┌────────

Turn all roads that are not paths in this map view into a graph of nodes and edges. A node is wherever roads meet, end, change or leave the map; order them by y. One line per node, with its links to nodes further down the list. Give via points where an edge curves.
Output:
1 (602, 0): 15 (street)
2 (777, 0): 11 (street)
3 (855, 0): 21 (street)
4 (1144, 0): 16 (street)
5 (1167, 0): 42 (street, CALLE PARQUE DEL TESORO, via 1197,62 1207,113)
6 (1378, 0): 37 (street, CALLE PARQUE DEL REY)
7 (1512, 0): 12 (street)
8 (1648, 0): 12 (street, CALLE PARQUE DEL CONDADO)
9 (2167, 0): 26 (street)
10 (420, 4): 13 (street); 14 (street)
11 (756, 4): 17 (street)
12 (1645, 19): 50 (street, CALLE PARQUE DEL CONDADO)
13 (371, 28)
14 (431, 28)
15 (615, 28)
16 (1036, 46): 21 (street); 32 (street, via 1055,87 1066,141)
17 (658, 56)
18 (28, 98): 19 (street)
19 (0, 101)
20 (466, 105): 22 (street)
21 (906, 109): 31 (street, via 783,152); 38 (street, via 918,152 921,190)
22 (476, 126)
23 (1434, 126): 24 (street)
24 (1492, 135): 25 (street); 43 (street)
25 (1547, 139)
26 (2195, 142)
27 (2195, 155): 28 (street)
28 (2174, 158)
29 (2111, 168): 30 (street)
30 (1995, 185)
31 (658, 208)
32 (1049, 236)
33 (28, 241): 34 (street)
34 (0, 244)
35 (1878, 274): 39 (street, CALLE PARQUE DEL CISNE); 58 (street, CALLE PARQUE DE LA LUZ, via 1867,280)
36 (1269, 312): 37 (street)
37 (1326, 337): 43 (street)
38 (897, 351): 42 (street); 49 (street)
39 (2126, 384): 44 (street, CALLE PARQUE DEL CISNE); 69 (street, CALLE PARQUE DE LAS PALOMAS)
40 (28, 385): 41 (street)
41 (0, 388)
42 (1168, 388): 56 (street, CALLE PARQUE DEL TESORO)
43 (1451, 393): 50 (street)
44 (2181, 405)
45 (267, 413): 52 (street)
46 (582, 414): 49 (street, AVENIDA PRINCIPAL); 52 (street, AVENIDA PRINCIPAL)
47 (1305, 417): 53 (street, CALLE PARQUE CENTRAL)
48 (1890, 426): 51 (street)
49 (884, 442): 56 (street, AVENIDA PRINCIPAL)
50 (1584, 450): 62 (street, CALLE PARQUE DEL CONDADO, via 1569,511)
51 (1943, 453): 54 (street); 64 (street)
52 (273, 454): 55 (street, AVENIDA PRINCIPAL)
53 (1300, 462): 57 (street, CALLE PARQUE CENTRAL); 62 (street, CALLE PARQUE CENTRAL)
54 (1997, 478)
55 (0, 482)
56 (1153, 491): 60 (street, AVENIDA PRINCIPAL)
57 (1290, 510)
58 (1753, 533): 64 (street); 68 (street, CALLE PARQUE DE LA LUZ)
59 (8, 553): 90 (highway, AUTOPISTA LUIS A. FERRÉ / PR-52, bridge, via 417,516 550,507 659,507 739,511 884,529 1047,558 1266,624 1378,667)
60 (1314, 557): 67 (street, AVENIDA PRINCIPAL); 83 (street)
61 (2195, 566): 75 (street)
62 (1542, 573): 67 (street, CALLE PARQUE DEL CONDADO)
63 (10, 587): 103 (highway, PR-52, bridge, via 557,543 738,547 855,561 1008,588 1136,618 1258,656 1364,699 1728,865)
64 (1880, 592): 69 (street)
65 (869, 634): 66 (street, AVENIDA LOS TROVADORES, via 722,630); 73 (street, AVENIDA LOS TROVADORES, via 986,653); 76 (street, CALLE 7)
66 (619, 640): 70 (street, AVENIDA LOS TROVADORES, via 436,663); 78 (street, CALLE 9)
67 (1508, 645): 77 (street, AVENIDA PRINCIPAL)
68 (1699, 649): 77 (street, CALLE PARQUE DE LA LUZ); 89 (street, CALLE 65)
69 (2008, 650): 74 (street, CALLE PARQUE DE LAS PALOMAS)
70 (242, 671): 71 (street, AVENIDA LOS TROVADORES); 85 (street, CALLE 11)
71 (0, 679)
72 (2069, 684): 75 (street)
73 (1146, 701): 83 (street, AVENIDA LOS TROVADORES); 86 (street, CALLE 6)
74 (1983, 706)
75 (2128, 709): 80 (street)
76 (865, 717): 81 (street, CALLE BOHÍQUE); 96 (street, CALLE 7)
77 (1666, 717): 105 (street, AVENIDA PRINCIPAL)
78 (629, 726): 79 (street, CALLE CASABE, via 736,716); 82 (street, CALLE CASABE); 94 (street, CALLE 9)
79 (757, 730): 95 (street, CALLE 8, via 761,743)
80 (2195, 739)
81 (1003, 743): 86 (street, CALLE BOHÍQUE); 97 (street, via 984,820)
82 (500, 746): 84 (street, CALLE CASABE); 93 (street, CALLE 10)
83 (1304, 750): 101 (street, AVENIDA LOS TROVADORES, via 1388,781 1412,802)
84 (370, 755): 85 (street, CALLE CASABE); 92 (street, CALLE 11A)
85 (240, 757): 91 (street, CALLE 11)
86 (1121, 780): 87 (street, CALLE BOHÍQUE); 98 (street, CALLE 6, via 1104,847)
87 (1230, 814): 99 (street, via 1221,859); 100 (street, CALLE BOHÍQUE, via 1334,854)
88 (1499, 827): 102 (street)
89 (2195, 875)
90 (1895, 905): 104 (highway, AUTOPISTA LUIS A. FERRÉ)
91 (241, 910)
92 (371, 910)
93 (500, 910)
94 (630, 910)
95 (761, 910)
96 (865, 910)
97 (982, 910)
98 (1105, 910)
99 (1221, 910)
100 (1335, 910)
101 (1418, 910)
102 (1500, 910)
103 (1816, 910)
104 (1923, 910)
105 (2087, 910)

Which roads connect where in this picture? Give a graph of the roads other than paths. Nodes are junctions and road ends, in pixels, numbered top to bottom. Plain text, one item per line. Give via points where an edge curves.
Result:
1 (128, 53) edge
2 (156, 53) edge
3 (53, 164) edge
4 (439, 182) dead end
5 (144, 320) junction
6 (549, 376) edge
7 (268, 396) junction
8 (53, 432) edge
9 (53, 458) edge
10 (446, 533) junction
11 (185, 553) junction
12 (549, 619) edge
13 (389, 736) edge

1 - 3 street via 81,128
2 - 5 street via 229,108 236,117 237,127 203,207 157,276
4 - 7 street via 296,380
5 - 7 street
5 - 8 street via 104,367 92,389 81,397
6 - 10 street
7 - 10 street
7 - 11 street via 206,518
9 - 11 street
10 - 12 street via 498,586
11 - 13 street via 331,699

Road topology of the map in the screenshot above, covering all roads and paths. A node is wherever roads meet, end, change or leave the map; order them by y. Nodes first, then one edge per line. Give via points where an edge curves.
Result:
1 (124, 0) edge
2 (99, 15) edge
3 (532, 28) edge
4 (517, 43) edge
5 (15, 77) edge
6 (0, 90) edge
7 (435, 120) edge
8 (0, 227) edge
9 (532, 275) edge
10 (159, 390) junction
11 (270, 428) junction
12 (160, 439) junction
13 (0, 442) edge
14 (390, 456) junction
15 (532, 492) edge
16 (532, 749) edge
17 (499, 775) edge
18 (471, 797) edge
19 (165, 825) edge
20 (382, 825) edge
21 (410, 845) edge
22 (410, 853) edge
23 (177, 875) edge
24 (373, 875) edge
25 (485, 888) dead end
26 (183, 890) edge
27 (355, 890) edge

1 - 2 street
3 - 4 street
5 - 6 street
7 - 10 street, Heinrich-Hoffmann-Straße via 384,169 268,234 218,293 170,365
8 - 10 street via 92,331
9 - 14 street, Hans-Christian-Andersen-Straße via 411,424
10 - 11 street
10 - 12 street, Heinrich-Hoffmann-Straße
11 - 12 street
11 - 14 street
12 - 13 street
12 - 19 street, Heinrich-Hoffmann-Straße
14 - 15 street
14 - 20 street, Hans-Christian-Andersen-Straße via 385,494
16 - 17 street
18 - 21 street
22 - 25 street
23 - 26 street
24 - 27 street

└────────

HOW TO COMPLETE THIS TASK: Your answer should be every line above that contains the word "bridge".

ANSWER BOX:
59 (8, 553): 90 (highway, AUTOPISTA LUIS A. FERRÉ / PR-52, bridge, via 417,516 550,507 659,507 739,511 884,529 1047,558 1266,624 1378,667)
63 (10, 587): 103 (highway, PR-52, bridge, via 557,543 738,547 855,561 1008,588 1136,618 1258,656 1364,699 1728,865)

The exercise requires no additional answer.